1:1’in amacı nedir?

Basitçe bakarsak, yöneticiler olarak katma değeri olmayan kişileriz. Koordinasyon kapasitesinden başka bir şeyle ‘ürünün’ teslimine dahil olma eğiliminde değiliz, iş için değeri asıl sağlayan ekiplerimizdir. Bizim işimiz onların tüm benlikleri ile bu zorluklara karşı gelebilecekleri bir ortam sağlamak. Bu yüzden benim için, etkili bir yöneticinin ve buna bağlı olarak iyi bir 1: 1’in temel ilkeleri şunlardır:
  • Kişiyle iyi bir ilişki kurmak – Kim Scott Radikal Candor adlı kitabında ‘Kişisel olarak ilgilenin / Doğrudan meydan okuyun’ ekseninden bahseder. Pek çok yönetici, çalışanları ile “doğrudan meydan okuma” konusunda daha iyi olmaya çalışır, ancak “kişisel ilgi” eksenini ihmal eder – bense önce bunu çözmeyi savunurum ve zorlukların daha çabuk aşılacağına inanırım. Aileleri nasıl? Hafta sonu yaptıkları o eğlenceli şey nasıldı? Sağlıkları nasıl? vs. vs. Bunu çözmezsek ekiplerimizden ve 1:1’lerden en iyi şekilde yararlanamayız. Bu, bizim tarafımızda da bazı konularda paylaşıma açık olmayı gerektirir – kendimizden paylaşımlarda bulunmak, ekiplerimizin birşey paylaşmasından belki de daha önemlidir.
  • Sağlam bir geri bildirim döngüsü oluşturmak – geri bildirim almak ve vermek (övgü değil), ekiplerimizle etkili bir ilişkinin anahtarıdır. Geribildirim 1:1’lere izole edilmemelidir, ancak kesinlikle geri bildirime daha fazla dalmak için bir fırsat sağlar ve bir kişinin gelişmesine gerçekten yardımcı olur. Yine de bunun iki yönlü bir yol olduğunu vurgulamak önemlidir – insanların sizin onlara verdiğiniz kadar geri bildirimde bulunduğu bir duruma girmek bu ilişkinin anahtarıdır. Bir yönetici olarak kritik geri bildirimlere açık olun ve bu geri bildirimleri memnuniyetle karşılayın; ekiplerinizle aynı şeyi yapmanın çok daha kolay olduğunu göreceksiniz.
  • Uyum ve Amaç – Yönetimde olmanın faydalarından biri, genellikle şirket, gittiği yön ve öncelikler hakkında daha geniş bir açıdan bakabilecek bilgiler elde etmemizdir. Bunu ekiplerimizle paylaşmamız çok önemli ve bunların çoğu 1:1’lerde gerçekleşecek. Daniel Pink’in Drive‘da vurguladığı gibi, insanlar işlerinde Amaç, Uzmanlık ve Otonomi ister. Bir kişiye para konusunu ortadan kaldıracak kadar maaş verdiğimizi düşünürsek, ekiplerimizi motive etmek ve gerekli işleri uyumlu bir şekilde ve şirketin amacı doğrultusunda ilerlemesini en üst düzeye çıkarmak, yöneticilerin  yapabileceği en iyi şeylerden biridir.
  • Gelişme – Ekip üyeleri nadiren rollerinde sabit kalmak isterler. Gelişmelerine, ilerlemelerine nasıl yardımcı oluruz, gelecekteki liderlerimizi nasıl yetiştiririz? Herkes yönetici olmak istemez, ancak kıdemli bir Yazılım Mühendisi, Teknik Liderliğe nasıl ilerler? Daha iyi neye benziyor? Ekiplerimizin kendilerini geliştirmelerine ve büyütmelerine yardımcı olmak bizim işimiz.

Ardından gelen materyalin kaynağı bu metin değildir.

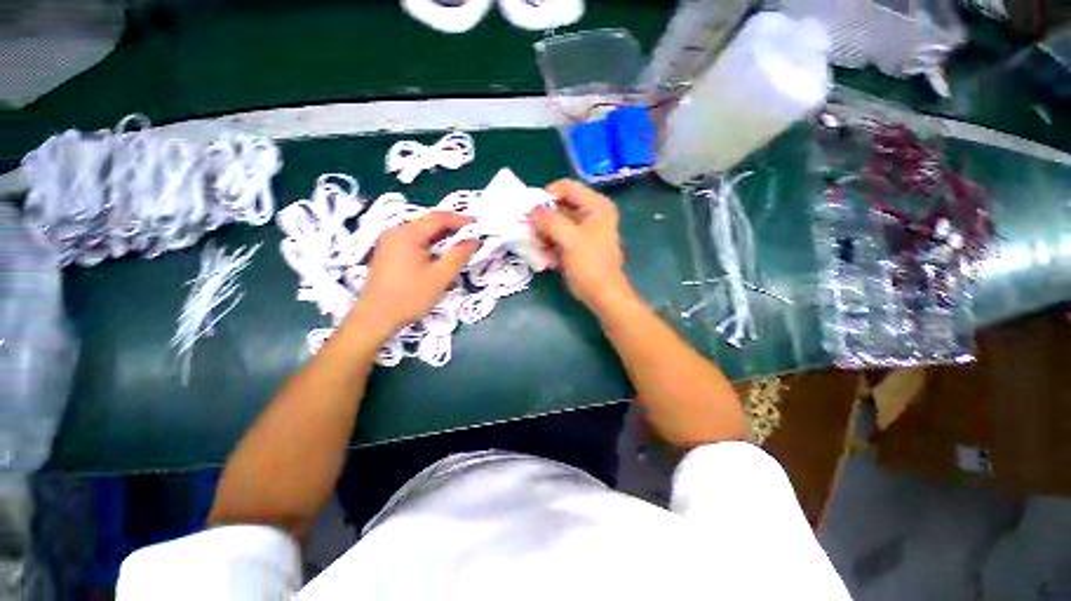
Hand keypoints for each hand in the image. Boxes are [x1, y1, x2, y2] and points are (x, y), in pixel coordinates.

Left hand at [356, 212, 477, 334]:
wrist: (376, 317)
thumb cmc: (410, 296)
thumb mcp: (440, 276)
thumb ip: (459, 254)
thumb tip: (474, 240)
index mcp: (408, 233)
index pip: (438, 218)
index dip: (460, 219)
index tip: (478, 224)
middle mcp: (396, 231)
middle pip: (428, 222)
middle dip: (452, 227)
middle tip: (472, 234)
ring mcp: (389, 242)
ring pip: (421, 232)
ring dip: (441, 236)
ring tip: (460, 244)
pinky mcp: (387, 252)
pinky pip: (413, 241)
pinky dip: (429, 244)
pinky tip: (440, 254)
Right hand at [530, 179, 633, 312]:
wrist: (602, 294)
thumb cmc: (590, 264)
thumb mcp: (569, 239)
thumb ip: (549, 221)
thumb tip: (531, 212)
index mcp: (596, 205)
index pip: (566, 187)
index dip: (547, 196)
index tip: (532, 213)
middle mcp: (591, 213)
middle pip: (559, 205)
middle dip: (543, 219)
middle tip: (533, 233)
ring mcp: (584, 230)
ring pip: (556, 223)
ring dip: (544, 234)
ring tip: (540, 248)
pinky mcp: (577, 244)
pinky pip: (558, 237)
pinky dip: (550, 244)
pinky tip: (547, 258)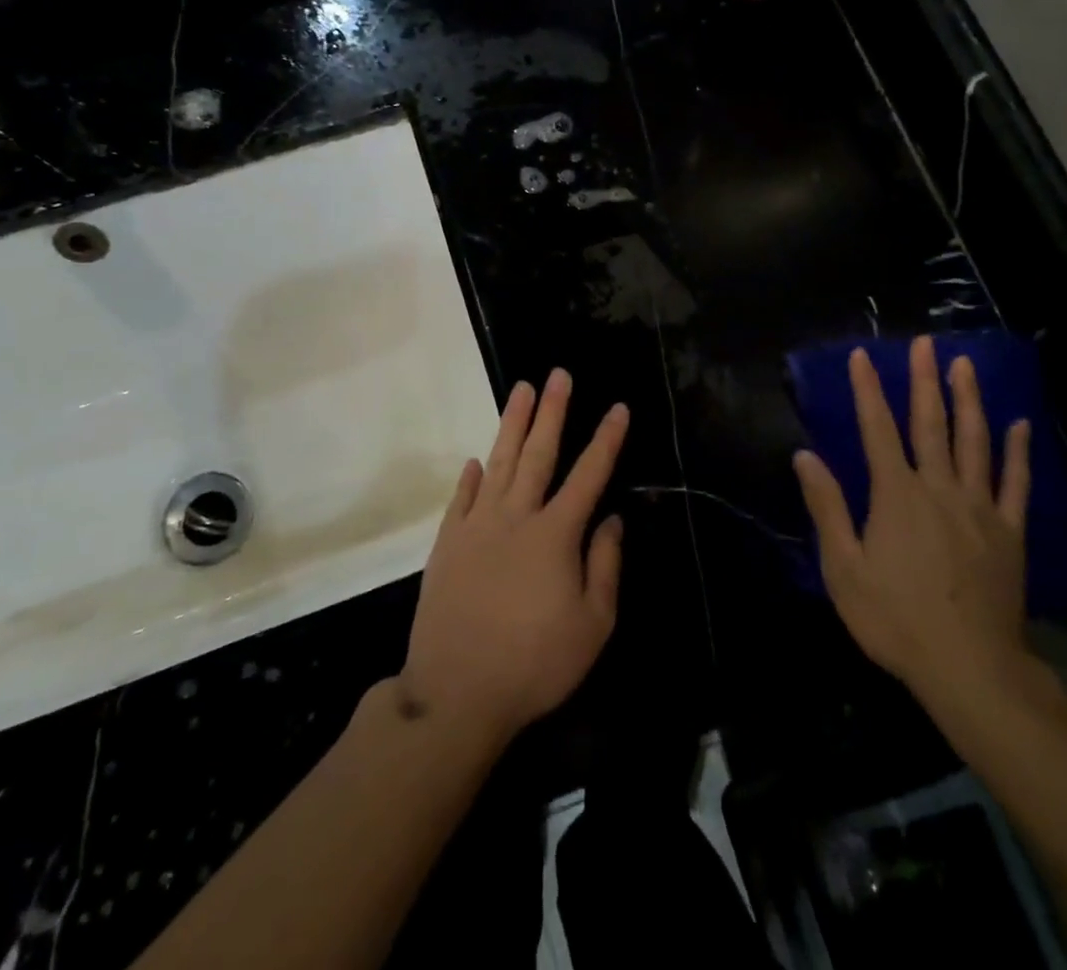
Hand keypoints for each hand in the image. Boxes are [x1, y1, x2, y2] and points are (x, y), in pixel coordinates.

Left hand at [400, 370, 626, 743]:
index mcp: (556, 535)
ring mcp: (477, 527)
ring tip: (522, 389)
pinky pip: (461, 499)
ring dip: (513, 424)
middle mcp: (516, 517)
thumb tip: (611, 519)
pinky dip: (470, 477)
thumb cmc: (535, 663)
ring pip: (498, 463)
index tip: (618, 407)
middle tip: (559, 374)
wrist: (456, 693)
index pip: (589, 475)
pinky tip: (475, 459)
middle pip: (539, 453)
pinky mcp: (447, 544)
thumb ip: (604, 566)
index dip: (606, 440)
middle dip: (553, 411)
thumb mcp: (592, 625)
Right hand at [794, 337, 1032, 705]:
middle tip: (924, 343)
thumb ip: (827, 507)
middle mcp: (938, 488)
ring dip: (969, 400)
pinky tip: (1020, 425)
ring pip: (975, 442)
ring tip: (965, 365)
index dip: (868, 390)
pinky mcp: (1009, 532)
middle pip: (931, 424)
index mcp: (896, 495)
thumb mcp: (844, 568)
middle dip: (924, 380)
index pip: (877, 429)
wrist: (970, 668)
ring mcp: (980, 508)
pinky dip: (1018, 453)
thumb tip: (804, 456)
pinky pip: (1016, 484)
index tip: (861, 355)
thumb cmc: (895, 619)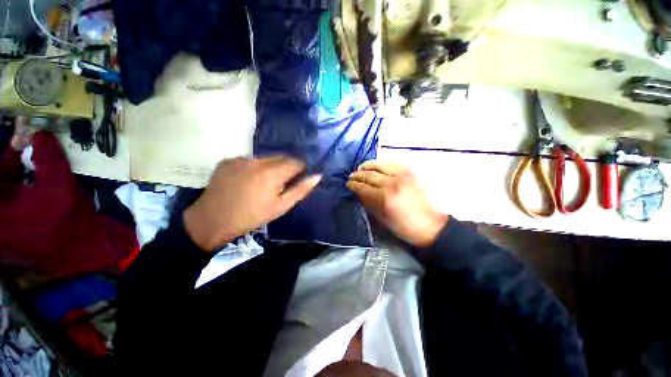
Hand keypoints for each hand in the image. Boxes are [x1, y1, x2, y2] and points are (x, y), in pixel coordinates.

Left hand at [184, 156, 320, 250]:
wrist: (212, 220)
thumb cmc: (252, 216)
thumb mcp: (281, 207)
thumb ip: (301, 190)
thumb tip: (317, 176)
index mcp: (272, 173)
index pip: (296, 162)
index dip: (301, 168)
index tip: (300, 177)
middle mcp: (257, 161)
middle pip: (281, 158)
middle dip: (286, 168)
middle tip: (282, 183)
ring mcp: (240, 159)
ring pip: (265, 159)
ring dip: (269, 167)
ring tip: (263, 184)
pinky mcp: (228, 160)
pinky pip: (248, 160)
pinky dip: (253, 168)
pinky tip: (247, 181)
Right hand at [347, 160, 447, 247]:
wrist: (430, 225)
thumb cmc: (404, 227)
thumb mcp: (382, 218)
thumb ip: (369, 203)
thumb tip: (359, 193)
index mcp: (384, 197)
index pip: (363, 187)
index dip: (353, 185)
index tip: (348, 184)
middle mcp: (392, 182)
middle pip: (369, 174)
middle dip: (358, 175)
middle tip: (351, 176)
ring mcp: (402, 175)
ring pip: (379, 164)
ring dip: (368, 165)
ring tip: (361, 168)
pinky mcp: (409, 173)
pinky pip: (392, 163)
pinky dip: (381, 163)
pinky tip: (376, 166)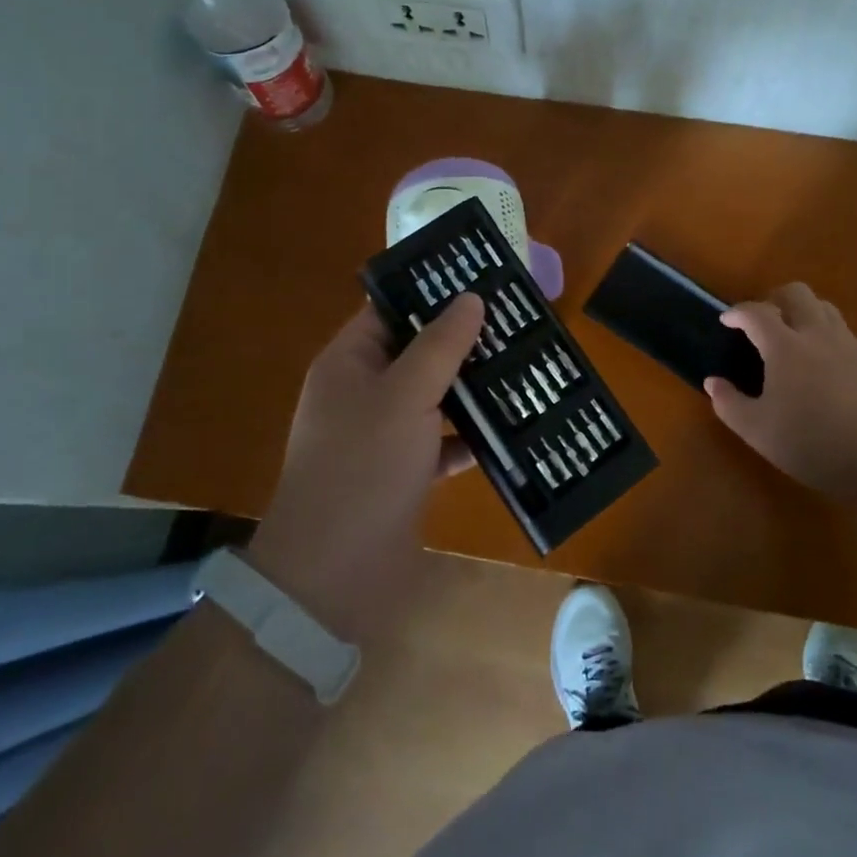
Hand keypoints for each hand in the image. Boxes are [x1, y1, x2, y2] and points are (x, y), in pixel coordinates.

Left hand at [247, 293, 485, 644]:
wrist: (332, 578)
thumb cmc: (363, 468)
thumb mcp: (404, 395)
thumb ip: (440, 344)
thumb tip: (471, 298)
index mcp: (350, 362)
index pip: (390, 308)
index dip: (431, 291)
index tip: (482, 278)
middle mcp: (364, 392)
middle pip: (417, 351)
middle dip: (463, 340)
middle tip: (516, 321)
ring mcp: (383, 435)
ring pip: (434, 396)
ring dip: (472, 387)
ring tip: (524, 366)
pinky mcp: (403, 473)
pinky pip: (442, 441)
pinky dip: (470, 436)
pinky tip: (511, 428)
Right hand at [704, 283, 856, 497]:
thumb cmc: (806, 441)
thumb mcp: (755, 429)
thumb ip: (728, 402)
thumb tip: (712, 382)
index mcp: (784, 346)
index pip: (756, 312)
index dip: (737, 312)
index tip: (726, 320)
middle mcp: (815, 334)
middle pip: (795, 293)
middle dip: (773, 299)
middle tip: (762, 322)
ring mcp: (844, 343)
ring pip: (822, 305)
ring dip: (802, 310)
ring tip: (790, 334)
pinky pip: (840, 327)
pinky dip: (822, 329)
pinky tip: (817, 356)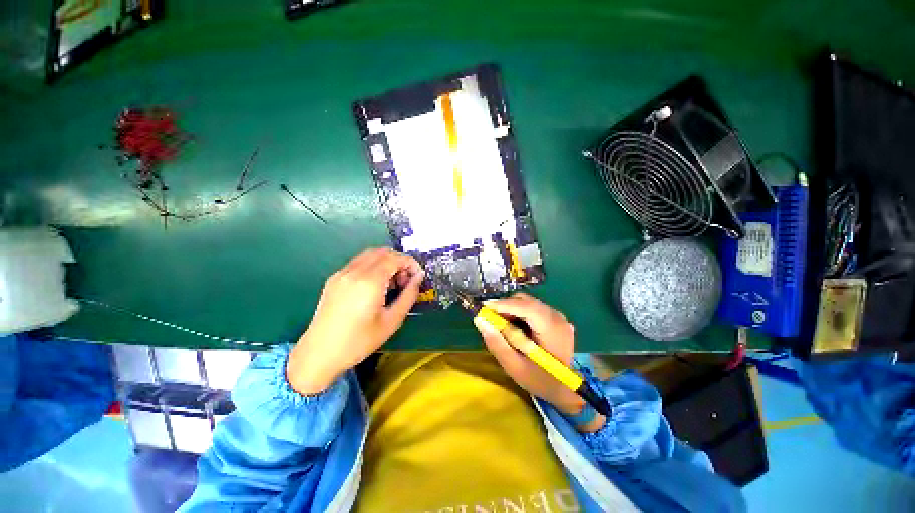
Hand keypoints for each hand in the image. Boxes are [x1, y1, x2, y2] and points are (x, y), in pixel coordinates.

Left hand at [287, 248, 423, 394]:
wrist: (319, 354)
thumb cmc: (359, 341)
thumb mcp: (392, 320)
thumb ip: (409, 295)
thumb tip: (419, 277)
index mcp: (369, 281)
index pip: (395, 258)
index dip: (411, 263)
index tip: (418, 276)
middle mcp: (354, 271)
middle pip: (383, 252)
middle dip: (399, 262)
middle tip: (405, 281)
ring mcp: (342, 273)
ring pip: (370, 255)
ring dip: (386, 262)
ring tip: (392, 284)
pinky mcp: (334, 278)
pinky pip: (358, 263)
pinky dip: (373, 266)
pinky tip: (375, 286)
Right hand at [474, 293, 583, 414]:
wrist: (565, 389)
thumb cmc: (539, 380)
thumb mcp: (514, 366)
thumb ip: (497, 342)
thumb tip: (480, 319)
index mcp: (552, 329)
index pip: (526, 306)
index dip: (504, 304)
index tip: (483, 307)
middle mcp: (557, 317)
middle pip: (526, 301)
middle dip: (505, 306)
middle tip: (491, 319)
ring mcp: (558, 316)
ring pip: (528, 302)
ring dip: (511, 309)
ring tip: (502, 326)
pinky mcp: (555, 318)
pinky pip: (532, 307)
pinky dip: (519, 313)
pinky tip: (515, 328)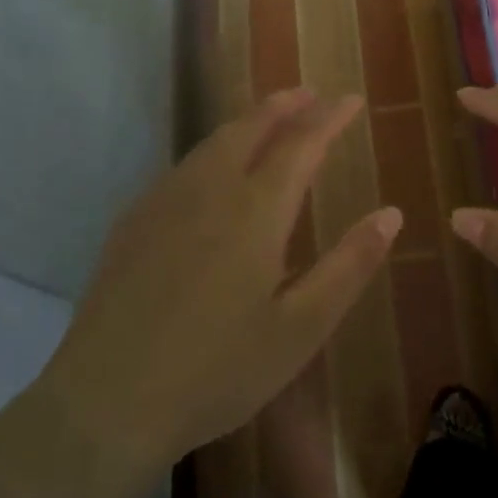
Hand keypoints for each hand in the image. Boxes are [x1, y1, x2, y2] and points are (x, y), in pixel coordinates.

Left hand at [38, 90, 400, 481]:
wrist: (106, 402)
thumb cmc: (217, 371)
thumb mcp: (300, 329)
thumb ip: (349, 266)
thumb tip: (391, 214)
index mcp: (255, 211)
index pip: (301, 144)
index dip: (329, 118)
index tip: (351, 100)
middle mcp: (209, 190)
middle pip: (250, 128)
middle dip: (284, 105)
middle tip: (309, 95)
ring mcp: (163, 202)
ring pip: (212, 143)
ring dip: (247, 123)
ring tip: (268, 120)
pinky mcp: (132, 222)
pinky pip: (183, 167)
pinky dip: (212, 150)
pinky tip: (212, 172)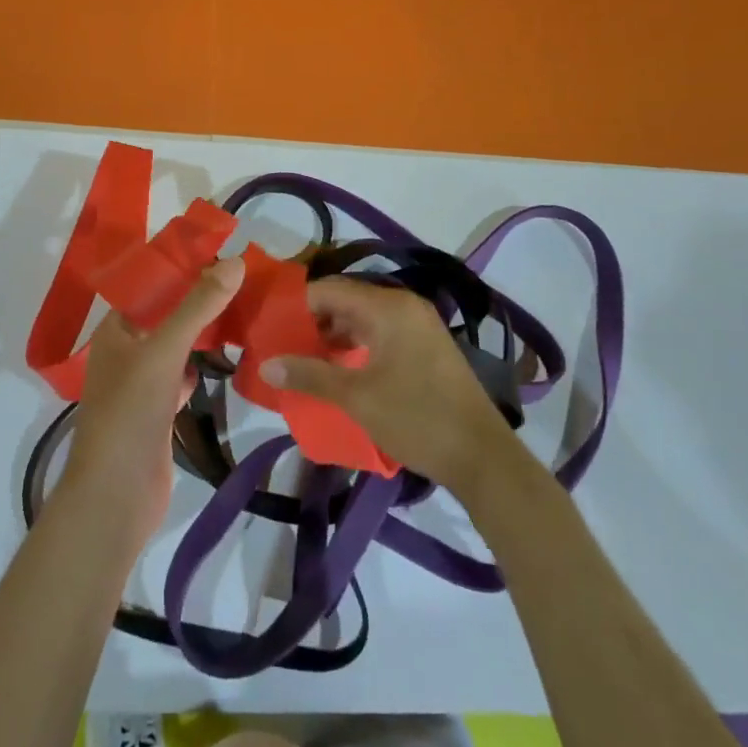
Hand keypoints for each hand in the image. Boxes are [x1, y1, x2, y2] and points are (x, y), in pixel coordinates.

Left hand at [60, 257, 244, 542]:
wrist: (116, 495)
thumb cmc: (130, 413)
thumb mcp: (164, 351)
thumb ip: (198, 307)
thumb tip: (235, 261)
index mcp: (115, 330)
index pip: (150, 286)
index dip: (183, 269)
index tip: (223, 255)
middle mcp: (124, 351)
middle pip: (165, 315)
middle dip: (198, 300)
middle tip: (242, 281)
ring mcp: (140, 384)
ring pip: (175, 347)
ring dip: (201, 333)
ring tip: (241, 311)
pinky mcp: (157, 412)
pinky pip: (181, 377)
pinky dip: (200, 368)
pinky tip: (226, 359)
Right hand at [262, 277, 516, 493]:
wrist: (481, 456)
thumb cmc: (416, 418)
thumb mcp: (355, 398)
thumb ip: (309, 374)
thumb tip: (266, 363)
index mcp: (388, 307)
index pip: (328, 289)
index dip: (295, 306)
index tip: (269, 326)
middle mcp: (404, 306)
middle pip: (345, 301)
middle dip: (311, 322)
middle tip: (280, 344)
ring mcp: (418, 325)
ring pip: (362, 318)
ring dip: (332, 336)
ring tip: (302, 360)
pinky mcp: (425, 347)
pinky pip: (379, 333)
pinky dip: (355, 346)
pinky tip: (336, 369)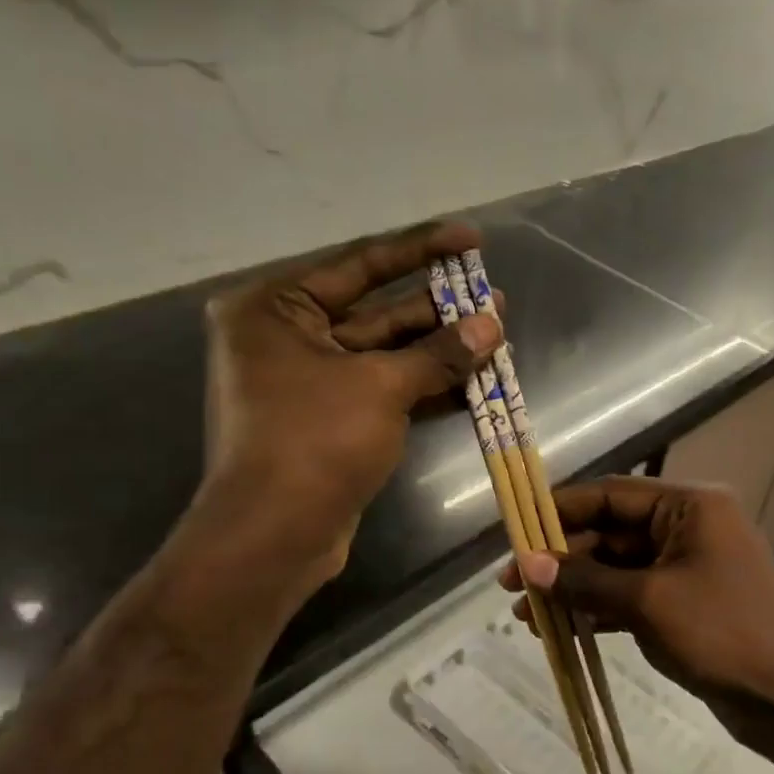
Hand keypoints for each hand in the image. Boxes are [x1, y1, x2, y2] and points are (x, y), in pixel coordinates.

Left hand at [195, 220, 500, 585]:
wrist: (276, 535)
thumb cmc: (315, 441)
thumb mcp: (381, 388)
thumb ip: (439, 354)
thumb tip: (492, 326)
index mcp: (276, 309)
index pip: (361, 264)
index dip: (421, 250)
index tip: (470, 238)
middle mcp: (286, 338)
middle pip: (376, 310)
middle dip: (438, 307)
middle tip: (494, 296)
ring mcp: (310, 382)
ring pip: (386, 354)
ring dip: (440, 348)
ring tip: (497, 332)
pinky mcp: (333, 420)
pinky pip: (386, 389)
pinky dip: (426, 385)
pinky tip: (475, 378)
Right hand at [499, 476, 773, 769]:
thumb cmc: (723, 634)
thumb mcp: (648, 602)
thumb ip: (586, 580)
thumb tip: (528, 564)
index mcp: (689, 507)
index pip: (612, 494)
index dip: (561, 510)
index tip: (517, 531)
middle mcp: (688, 528)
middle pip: (611, 532)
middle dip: (562, 559)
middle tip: (511, 585)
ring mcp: (687, 568)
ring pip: (617, 568)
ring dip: (574, 588)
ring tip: (525, 615)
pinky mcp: (685, 605)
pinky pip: (631, 597)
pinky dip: (598, 610)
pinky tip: (560, 630)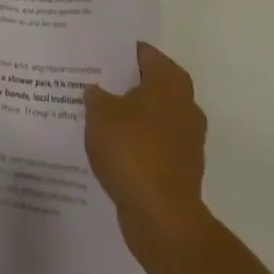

Yukarıdakilerin tümü bir dizi mekanizma aracılığıyla sağlanacaktır, ancak koçluk ve mentorluk bu işin anahtarıdır.

Bu onların toplantısı, sizin değil

Burada belirtmekte fayda görüyorum, 1:1 bir yönetici olarak sizin değil, çalışanların toplantısıdır. Onların konuşmak istediği konular çok önemlidir. Bu, sizin soru sormamanız gerektiği anlamına gelmez (aslında, ilk 1: 1 için bir soru listesi vermek üzereyim), ancak konuşmak istedikleri her şeye öncelik verilmelidir.

1:1’leri nasıl takip etmeliyim?

Bunun doğru bir cevabı yok, sizin ve doğrudan size bağlı olan kişi ile birlikte üzerinde çalıştığınız paylaşılan bir doküman kadar basit olabilir. Düzenli toplantıları, örneğin onbeş günde bir yapılacak 1: 1’ler gibi şeyleri birbirine bağlayan bir dizi araç var – sizin için hangisi kolay geliyorsa onları kullanın, ancak işin hangi uygulamada bunları kaydedeceğim kısmına saplanıp kalmayın. 

İlk 1:1 – Görüşme

Kendimce bir ilişki kurmanın ilk safhalarındaysam, öncelikle kendimden birşeyler paylaşmanın önemli olduğunu düşünüyorum ve ardından ilişkiden bazı beklentileri ortaya koymayı tercih ediyorum.

Kendinizi Paylaşmak

Bu çok zor, rahatsız edici ve kendinizi savunmasız hissedebileceğiniz bir durum. Geçmişimi, ailemi, iş dışında yapmayı sevdiğim şeyleri paylaşıyorum. Daha sonra daha derine inerek, hayattaki bazı başarı ve başarısızlıklarım hakkında paylaşıumlarda bulunuyorum. Bunu sempati veya tepki istediğim için yapmıyorum, bunu o kişiyle harika bir ilişki kurmak istediğim için yapıyorum ve ilk olarak kendim savunmasız kalacak şekilde adım atarak, biraz güven inşa etmenin en iyi yolu olduğunu düşünüyorum. Paylaşmak bir süper güçtür.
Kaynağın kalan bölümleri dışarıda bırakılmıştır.